On the heels of the recently held Global African Investment Summit (TGAIS) I cannot help but think about creating and maintaining wealth. The Chief Executive Officer of the Rwanda Development Board, Francis Gatare, was quoted as saying, “...this forum shall provide a platform to discuss sustainable development in terms of trade and investments with a regional perspective for the reason that Africa provides the largest promise of investments.”

These words speak to a macroeconomic approach to development which is integrationist and forward thinking. If TGAIS is more than ‘a talkshop’ then what is being referred to is possible for many countries on the continent.

 

Moving the summit to Africa sends a strong signal but should also drive us to think about what needs to happen to ensure that wealth is created and maintained amongst the majority of people and not just for a few.

 

There are sometimes private conversations which lean towards stereotyping.
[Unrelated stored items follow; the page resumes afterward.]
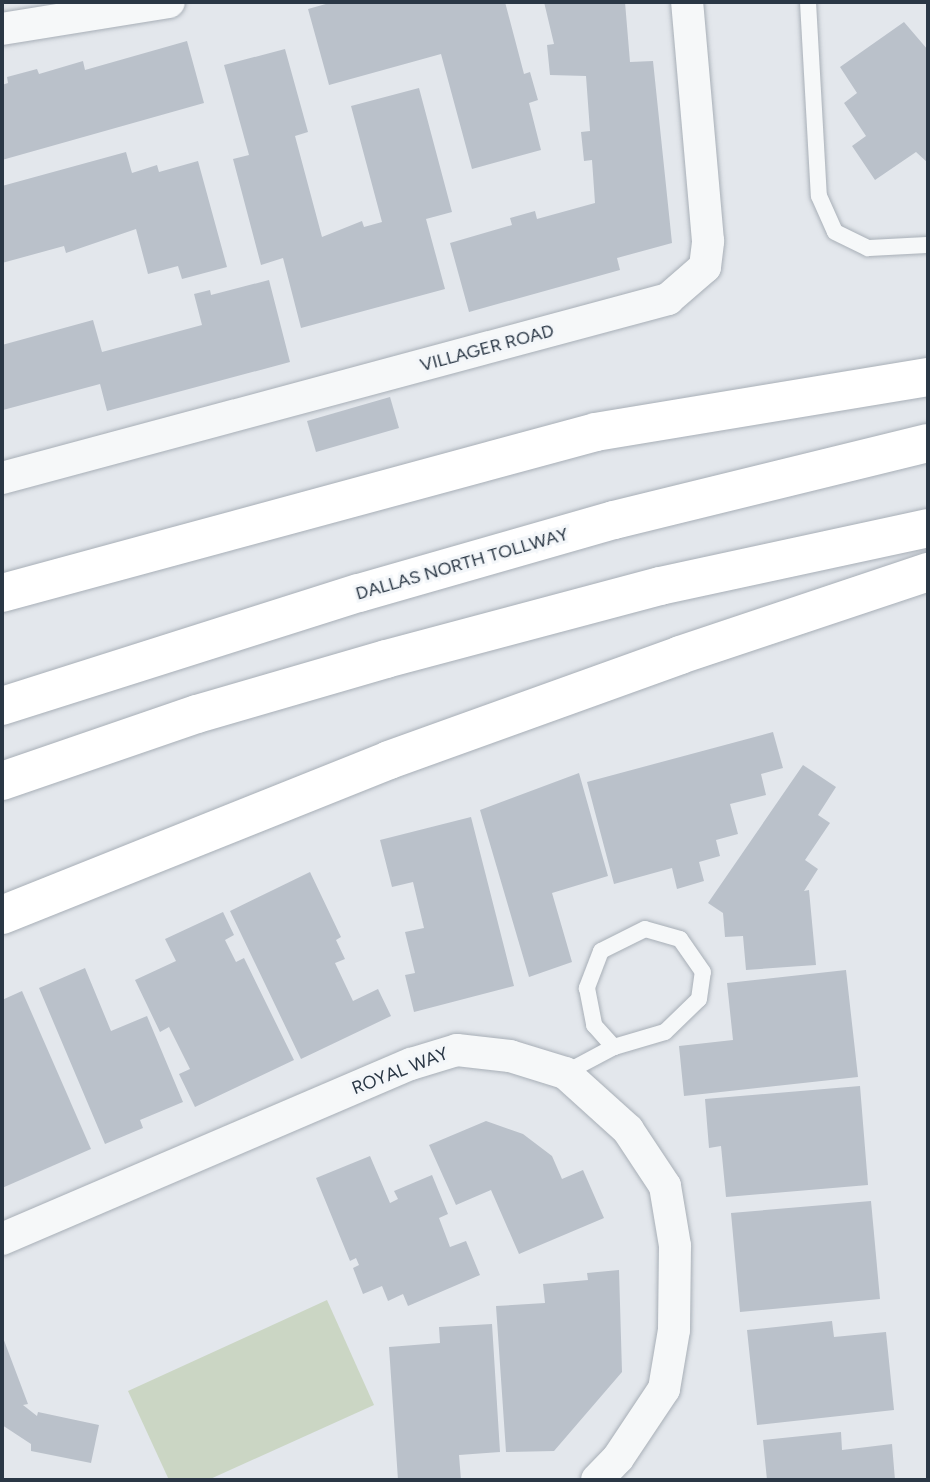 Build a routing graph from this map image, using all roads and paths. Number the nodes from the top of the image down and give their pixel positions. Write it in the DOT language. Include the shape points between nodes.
graph roads {
  1 [pos="169,2"];
  2 [pos="687,2"];
  3 [pos="808,2"];
  4 [pos="2,29"];
  5 [pos="928,244"];
  6 [pos="928,377"];
  7 [pos="928,443"];
  8 [pos="2,478"];
  9 [pos="928,528"];
  10 [pos="928,572"];
  11 [pos="2,593"];
  12 [pos="2,706"];
  13 [pos="2,781"];
  14 [pos="2,915"];
  15 [pos="614,1047"];
  16 [pos="565,1073"];
  17 [pos="2,1239"];
  18 [pos="597,1480"];
  1 -- 4 [label="street"];
  2 -- 8 [label="street, VILLAGER ROAD" via="708,241 705,267 668,299"];
  3 -- 5 [label="lane" via="820,196 835,232 868,248"];
  6 -- 11 [label="highway" via="596,432"];
  7 -- 12 [label="highway, DALLAS NORTH TOLLWAY" via="614,520 359,593"];
  9 -- 13 [label="highway" via="660,586 386,659 197,714"];
  10 -- 14 [label="highway" via="389,760"];
  15 -- 15 [label="lane" via="665,1032 699,999 703,972 680,939 645,929 601,951 587,988 594,1025"];
  15 -- 16 [label="lane"];
  16 -- 17 [label="street, ROYAL WAY" via="510,1056 457,1050 411,1064"];
  16 -- 18 [label="street, ROYAL WAY" via="628,1130 665,1186 675,1246 674,1330 664,1389 618,1458"];
}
Discussions that certain groups of people, such as Jews, have cornered the market on wealth creation while blacks not so much. I am often saddened by this line of conversation but cannot argue too much as we do have further to go along this path.

 

The culture of spending more than we have or of thinking small must end.
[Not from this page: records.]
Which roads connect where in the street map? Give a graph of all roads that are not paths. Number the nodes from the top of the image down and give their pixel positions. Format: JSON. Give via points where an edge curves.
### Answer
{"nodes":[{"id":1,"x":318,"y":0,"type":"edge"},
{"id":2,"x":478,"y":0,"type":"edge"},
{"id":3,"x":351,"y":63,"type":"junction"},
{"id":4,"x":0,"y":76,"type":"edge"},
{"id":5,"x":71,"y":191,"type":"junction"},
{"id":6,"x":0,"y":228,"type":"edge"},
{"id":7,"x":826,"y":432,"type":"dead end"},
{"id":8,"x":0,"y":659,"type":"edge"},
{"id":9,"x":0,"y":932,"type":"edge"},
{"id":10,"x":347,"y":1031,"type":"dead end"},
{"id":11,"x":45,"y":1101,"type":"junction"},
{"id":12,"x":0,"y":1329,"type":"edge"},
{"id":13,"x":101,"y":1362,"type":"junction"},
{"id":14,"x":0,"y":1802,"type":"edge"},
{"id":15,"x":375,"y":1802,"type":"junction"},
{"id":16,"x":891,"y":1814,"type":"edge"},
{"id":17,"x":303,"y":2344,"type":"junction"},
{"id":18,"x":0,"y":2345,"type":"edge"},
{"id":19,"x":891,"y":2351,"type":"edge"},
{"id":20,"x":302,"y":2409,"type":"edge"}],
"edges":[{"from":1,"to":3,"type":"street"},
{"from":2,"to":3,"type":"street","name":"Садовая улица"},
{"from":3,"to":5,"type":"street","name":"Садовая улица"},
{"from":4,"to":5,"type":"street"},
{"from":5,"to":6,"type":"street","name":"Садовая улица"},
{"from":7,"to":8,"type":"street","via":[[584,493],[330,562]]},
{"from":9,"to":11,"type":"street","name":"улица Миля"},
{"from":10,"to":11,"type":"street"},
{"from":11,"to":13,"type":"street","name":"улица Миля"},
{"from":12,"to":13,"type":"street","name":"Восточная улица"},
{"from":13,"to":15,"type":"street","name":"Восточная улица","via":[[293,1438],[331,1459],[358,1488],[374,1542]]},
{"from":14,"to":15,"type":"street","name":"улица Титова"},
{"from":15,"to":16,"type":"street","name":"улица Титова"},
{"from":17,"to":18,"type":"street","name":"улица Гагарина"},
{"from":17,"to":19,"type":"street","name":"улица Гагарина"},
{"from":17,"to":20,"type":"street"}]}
President Paul Kagame has been quoted as saying, “Africa cannot remain a story of great potential that never materialises. Something has to give way. Let’s work together as one team and push each other across the lines we need to cross.”

I could not agree more with this sentiment and would extend it to the entire black race, not just in Africa but throughout the world. We cannot as a people continue to achieve less than our potential of greatness.

Individual successes are to be lauded and used as a beacon for what is possible. As a group though, we need to find ways to ensure that a seat at the table is ours. We must no longer be seen as the ‘dependent group’. The ones being given the most charity, the most aid.

Yes, as a people we have had challenges, yes we have often been dealt a hand that leaves pain and sorrow but we must reach the point where our history no longer stands in our way. Our history as a people has been long and hard - it must not be forgotten but the time is now to change how we relate history to our future. 

No longer should we be fighting each other because of ethnic differences; no longer should we be accepting corruption as the way things work. No longer should we accept the status quo in many majority black nations where dependency is the order of the day and wealth is in the hands of a few.

We need to see backs of charismatic leaders who use illiteracy as a controlling mechanism as we also need to learn how to become thinking individuals who do not follow blindly. 

A people who are financially strong are hard to manipulate and control. There is much potential among us but this has to be leveraged and moved beyond what could be. Work needs to be done at both the micro and macro levels but the black race, as a truly independent set of people with a full seat at the table, is possible in this generation.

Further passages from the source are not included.